A very productive day so far. This morning I went back to my Fusion model of the holding jig, and made some notes about the order I had worked out for milling the shapes into the lower half of the track segments. These next couple posts will be very detailed, I want to capture the order of things well so I can refer back to it myself as I do the mass quantities of parts to come - I am going to make just one part to test out the sequences before starting the rest, to make sure I am not going to paint myself into a corner.

So, I got started by milling a slot down the center of the part, which will form the seat for the top half parts I made first. The slot is .125 deep to match the tops, and extends out to within .250 of each side. To leave room for holding the part, I first cut the center and one side, then turned the part around to finish the other side. The initial cut was made in shallow steps, then once to depth it was just a matter of back/forth passes to widen the slot.

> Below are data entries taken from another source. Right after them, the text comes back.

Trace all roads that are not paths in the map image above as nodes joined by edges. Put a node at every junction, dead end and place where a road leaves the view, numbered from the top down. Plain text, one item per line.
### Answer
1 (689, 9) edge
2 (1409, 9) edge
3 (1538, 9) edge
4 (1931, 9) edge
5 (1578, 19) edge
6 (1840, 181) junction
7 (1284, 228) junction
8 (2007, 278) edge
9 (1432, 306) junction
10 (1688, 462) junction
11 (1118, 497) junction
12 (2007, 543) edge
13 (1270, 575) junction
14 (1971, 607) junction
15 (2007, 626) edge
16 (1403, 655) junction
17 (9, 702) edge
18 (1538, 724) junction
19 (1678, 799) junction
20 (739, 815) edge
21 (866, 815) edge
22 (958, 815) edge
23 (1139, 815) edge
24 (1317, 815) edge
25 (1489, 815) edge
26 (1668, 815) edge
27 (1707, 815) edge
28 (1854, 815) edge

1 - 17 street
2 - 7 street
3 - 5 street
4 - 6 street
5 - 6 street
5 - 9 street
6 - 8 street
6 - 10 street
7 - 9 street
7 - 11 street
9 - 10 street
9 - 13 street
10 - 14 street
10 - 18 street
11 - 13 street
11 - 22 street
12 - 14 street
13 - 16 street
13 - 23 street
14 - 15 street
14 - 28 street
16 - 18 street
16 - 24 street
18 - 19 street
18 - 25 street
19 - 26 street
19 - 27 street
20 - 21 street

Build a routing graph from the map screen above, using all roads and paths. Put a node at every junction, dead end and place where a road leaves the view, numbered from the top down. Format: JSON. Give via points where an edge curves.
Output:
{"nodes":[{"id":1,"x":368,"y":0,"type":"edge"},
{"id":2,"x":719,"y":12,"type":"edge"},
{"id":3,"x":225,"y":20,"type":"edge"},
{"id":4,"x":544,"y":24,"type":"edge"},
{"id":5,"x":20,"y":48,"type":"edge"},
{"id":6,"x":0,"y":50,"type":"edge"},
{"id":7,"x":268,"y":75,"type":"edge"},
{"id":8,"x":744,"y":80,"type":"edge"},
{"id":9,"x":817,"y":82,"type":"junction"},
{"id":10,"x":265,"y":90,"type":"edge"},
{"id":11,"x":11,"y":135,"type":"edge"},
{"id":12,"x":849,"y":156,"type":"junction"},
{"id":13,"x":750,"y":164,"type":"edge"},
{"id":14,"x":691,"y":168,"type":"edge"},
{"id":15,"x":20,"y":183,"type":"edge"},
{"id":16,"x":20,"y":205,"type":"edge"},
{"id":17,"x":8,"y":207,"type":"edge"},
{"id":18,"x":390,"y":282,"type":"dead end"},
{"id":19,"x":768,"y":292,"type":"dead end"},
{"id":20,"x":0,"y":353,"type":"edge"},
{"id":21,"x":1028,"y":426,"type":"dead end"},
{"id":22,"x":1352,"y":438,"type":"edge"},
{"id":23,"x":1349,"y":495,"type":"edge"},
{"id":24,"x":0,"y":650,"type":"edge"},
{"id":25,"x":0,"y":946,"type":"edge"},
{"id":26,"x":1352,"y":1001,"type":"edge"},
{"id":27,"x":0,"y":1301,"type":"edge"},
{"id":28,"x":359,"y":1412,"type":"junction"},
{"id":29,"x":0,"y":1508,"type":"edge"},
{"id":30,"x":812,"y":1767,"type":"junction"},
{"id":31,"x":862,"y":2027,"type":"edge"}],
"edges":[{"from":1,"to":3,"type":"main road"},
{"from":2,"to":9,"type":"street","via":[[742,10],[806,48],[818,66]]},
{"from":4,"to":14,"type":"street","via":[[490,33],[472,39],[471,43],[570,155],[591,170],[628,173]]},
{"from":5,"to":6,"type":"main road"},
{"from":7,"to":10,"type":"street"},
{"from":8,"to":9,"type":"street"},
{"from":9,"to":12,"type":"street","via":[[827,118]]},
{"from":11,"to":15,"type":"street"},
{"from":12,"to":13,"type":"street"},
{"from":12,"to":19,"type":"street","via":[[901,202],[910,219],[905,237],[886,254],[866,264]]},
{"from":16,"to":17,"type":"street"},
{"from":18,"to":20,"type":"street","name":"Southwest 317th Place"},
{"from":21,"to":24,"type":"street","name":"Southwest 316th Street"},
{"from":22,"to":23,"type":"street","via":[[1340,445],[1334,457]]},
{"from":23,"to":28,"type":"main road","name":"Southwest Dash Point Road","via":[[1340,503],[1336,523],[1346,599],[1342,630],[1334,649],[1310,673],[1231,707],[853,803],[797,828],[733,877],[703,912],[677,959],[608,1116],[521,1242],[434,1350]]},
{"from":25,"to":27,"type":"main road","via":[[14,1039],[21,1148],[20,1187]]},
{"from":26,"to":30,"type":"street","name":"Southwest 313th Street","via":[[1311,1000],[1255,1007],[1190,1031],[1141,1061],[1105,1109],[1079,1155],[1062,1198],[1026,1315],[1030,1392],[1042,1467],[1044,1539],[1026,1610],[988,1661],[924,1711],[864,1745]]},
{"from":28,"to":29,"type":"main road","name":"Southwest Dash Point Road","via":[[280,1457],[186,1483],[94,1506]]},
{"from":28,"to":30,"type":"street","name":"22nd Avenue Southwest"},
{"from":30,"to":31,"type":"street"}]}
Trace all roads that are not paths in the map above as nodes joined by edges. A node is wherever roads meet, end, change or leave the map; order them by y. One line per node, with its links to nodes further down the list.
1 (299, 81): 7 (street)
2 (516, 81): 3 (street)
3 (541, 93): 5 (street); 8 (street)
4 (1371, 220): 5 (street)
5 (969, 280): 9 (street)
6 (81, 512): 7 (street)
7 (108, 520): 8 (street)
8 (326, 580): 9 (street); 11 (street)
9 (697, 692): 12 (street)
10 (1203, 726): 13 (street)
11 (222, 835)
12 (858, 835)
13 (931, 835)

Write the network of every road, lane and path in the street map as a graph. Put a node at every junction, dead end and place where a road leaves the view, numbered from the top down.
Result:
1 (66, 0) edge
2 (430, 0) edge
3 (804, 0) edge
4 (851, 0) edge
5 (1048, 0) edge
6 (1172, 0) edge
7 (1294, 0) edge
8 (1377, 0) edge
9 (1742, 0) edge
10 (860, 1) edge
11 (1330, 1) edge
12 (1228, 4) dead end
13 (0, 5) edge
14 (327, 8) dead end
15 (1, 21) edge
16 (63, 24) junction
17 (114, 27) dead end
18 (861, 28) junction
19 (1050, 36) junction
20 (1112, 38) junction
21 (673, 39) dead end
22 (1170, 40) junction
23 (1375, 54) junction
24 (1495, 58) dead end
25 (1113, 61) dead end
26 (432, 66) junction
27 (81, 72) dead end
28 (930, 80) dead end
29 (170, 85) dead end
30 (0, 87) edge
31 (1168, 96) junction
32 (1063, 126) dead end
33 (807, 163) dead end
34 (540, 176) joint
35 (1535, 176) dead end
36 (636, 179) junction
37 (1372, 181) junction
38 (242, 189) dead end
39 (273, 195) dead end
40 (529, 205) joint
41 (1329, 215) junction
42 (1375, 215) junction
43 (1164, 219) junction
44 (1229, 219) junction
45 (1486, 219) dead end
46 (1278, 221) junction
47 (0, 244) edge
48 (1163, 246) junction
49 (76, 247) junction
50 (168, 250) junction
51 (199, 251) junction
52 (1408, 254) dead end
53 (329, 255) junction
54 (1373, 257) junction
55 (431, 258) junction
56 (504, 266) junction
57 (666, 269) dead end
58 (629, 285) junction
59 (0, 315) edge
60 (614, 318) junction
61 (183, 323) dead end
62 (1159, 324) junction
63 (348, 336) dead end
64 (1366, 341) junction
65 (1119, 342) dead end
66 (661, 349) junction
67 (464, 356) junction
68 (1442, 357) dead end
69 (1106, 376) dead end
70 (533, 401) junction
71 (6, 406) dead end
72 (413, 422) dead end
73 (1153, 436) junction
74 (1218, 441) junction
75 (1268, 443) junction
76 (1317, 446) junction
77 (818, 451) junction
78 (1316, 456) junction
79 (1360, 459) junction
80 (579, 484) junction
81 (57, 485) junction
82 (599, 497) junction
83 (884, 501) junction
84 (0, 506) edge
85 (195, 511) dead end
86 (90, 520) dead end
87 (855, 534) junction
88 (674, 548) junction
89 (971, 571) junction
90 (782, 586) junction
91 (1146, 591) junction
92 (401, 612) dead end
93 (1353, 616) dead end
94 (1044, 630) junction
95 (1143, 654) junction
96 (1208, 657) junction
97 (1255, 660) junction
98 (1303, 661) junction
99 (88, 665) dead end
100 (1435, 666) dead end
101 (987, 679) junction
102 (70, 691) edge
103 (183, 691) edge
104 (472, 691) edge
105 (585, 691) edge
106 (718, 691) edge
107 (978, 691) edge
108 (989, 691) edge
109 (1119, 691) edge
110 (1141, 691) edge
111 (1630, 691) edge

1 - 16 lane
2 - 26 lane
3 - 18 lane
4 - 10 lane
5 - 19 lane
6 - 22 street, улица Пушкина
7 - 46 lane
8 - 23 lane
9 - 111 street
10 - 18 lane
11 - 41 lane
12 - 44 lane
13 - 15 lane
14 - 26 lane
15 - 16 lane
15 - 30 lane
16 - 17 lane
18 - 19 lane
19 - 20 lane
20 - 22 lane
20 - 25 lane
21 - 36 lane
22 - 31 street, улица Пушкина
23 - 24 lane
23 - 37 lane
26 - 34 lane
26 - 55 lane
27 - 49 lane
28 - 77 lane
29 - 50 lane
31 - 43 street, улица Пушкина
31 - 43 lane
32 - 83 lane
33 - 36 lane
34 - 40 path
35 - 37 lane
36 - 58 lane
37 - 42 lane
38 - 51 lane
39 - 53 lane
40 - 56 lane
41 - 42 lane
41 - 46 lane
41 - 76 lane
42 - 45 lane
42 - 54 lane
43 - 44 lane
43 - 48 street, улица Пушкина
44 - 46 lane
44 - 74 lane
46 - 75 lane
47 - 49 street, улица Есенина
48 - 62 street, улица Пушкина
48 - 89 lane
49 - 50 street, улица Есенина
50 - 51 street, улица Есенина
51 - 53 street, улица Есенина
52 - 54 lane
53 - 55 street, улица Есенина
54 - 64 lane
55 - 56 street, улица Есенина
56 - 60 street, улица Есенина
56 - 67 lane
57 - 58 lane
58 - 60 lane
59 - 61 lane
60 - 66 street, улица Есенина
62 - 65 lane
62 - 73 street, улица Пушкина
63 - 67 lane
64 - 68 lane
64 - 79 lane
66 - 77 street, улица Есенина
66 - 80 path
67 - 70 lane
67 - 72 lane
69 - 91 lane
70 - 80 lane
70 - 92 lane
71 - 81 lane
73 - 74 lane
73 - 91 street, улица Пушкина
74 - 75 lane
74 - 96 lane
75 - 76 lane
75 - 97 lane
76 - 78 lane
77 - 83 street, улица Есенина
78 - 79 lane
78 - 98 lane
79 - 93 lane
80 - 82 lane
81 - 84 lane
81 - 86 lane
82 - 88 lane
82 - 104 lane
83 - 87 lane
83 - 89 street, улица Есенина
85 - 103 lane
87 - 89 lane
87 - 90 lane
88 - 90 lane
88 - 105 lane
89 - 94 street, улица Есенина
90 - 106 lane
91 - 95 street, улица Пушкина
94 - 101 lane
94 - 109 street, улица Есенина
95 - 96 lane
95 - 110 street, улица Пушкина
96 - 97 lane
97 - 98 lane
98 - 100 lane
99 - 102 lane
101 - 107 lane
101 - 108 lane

Then I set up with a 1/8" radius round over bit. Now, these come with the lower part of the cutter extended a bit (amount seems to vary by brand) to allow cutting right to the vertical portion. In my case, I want to have the round part end at the bottom of the slot, so I had to carefully grind off the bottom few thou of the cutter (slow speed grinder, fine wheel, plenty of water dipping to keep it cool) so that the cutter ended at the end of the radius portion. Then, just a matter of a pass down each side of the part at the edge of the slot.

With the cutter at the same height, moved out and did the same cut on the outside of the part on both sides:

Quick test to make sure the slot and curves would mate with the top piece:

Good fit, so a little  :cartwheel: and moved on!  The next step was to move the holder vertical, and mill the finger slots for the hinges. I did not do the wider areas to the sides, since I need those to hold the parts in the jig for the center cuts. These slots are a few thou wider than the fingers to let them pivot freely - they are not holding the hinge up like a door hinge does. First did the one slot in the center on one side, making a center cut then moved the part over each way to widen the slot to final dimensions:

Note that I did not go all the way through, not needed since the bottom portion will be milled off thinner later anyway. Then turned the part over and did the two slots on the other side.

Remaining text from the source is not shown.